Task details:
What is the number of lines in this data that contain the word "Elaine"? Give the number alone.

Data records:
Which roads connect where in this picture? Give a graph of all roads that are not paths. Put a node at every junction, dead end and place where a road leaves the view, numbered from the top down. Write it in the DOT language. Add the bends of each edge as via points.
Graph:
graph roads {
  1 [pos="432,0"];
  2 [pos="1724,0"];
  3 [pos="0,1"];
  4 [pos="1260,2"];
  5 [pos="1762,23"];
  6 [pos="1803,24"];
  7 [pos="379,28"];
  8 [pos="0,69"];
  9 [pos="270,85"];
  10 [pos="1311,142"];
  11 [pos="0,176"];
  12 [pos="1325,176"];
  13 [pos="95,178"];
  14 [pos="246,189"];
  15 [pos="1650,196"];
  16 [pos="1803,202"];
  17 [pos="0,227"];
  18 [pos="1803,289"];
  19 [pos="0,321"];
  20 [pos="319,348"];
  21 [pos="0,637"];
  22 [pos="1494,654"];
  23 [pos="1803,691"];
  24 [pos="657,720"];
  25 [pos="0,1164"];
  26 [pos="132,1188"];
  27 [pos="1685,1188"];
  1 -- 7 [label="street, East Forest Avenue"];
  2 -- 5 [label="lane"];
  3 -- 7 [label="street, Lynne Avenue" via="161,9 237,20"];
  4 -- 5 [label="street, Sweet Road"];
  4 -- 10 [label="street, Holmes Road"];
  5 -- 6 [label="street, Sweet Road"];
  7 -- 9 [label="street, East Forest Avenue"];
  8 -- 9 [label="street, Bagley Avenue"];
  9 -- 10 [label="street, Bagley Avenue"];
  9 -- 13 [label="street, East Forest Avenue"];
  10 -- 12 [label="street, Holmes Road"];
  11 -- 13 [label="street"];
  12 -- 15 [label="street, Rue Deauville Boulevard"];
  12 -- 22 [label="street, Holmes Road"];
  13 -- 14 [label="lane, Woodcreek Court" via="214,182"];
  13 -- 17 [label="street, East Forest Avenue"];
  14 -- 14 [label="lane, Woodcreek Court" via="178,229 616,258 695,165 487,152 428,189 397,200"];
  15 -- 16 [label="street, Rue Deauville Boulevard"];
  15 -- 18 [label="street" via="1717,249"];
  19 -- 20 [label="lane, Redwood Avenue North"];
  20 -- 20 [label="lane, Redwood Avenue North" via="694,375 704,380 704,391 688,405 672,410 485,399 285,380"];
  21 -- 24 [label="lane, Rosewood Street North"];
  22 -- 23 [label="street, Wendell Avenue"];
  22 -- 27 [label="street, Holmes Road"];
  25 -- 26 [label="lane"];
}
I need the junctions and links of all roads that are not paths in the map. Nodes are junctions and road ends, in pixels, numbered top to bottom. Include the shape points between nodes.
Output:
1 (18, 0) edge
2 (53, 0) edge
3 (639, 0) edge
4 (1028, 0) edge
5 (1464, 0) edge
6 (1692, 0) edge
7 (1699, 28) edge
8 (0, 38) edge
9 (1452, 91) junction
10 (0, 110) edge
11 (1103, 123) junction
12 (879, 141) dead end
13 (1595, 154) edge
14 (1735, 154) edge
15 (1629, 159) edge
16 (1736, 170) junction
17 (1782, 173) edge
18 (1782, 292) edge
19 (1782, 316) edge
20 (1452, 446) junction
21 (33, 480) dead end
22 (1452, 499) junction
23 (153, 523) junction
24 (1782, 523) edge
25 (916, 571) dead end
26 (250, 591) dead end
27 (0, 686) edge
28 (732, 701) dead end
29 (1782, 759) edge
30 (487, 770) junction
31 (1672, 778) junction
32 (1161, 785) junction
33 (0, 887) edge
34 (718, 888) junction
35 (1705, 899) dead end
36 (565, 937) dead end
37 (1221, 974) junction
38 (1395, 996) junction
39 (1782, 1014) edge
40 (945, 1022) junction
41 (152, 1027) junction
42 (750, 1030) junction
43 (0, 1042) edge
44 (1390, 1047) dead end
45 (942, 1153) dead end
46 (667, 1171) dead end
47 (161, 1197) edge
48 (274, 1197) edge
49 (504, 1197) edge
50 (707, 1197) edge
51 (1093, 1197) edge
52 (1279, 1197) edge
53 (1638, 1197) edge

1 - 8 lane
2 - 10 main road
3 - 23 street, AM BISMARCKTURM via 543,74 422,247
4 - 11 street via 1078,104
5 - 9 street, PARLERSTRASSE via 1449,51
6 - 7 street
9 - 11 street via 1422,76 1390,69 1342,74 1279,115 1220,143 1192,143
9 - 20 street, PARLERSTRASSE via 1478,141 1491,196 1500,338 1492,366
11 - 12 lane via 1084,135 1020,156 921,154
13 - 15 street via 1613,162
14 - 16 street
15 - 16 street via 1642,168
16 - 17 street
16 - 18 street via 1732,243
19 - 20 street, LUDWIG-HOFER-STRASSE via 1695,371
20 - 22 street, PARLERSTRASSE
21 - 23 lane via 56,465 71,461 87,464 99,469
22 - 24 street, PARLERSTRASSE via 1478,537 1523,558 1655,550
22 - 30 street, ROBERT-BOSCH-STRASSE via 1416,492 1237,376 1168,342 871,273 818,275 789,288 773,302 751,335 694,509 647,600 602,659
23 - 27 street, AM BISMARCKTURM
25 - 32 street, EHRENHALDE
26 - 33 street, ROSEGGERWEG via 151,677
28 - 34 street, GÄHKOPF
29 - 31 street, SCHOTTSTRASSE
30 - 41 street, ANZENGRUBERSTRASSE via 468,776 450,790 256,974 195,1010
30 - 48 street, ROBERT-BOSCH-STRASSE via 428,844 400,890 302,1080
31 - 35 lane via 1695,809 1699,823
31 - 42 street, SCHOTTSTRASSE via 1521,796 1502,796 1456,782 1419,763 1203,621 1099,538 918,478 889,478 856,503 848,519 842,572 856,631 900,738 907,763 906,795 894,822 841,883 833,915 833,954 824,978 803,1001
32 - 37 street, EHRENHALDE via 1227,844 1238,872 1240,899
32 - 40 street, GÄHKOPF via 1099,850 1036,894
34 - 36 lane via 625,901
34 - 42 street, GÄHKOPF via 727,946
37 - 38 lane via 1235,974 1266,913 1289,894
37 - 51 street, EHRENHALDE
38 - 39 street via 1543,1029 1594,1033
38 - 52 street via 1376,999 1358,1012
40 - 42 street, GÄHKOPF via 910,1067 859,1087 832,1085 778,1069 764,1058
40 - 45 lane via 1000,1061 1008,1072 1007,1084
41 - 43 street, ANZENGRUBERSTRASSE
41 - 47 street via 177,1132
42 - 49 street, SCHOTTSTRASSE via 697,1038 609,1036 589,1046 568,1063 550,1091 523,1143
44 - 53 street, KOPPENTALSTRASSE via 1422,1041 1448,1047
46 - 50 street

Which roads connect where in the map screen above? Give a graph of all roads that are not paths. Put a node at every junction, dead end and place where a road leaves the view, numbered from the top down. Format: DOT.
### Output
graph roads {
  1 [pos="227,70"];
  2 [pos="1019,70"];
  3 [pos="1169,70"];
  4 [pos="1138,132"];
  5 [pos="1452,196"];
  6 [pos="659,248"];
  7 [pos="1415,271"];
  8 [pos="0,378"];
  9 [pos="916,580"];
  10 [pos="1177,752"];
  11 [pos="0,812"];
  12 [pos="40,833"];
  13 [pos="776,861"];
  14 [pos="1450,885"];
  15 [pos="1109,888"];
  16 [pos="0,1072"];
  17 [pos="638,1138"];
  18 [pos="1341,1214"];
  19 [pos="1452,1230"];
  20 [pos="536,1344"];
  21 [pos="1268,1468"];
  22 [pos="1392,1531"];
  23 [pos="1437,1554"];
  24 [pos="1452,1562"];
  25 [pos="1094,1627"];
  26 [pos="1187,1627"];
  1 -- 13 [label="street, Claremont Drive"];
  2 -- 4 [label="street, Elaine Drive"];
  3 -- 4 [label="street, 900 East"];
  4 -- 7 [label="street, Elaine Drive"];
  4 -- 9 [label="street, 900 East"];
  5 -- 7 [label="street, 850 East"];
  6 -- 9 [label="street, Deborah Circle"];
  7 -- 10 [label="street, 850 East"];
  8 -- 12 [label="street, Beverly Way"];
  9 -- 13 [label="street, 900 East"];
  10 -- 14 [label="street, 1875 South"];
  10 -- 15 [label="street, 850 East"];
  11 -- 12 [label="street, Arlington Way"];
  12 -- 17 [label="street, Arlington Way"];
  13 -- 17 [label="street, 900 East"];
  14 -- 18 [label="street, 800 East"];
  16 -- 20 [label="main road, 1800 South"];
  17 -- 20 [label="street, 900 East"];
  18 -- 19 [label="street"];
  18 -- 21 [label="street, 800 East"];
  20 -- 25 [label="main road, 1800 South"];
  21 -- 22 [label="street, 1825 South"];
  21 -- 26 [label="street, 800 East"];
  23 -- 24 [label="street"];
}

Final answer:
2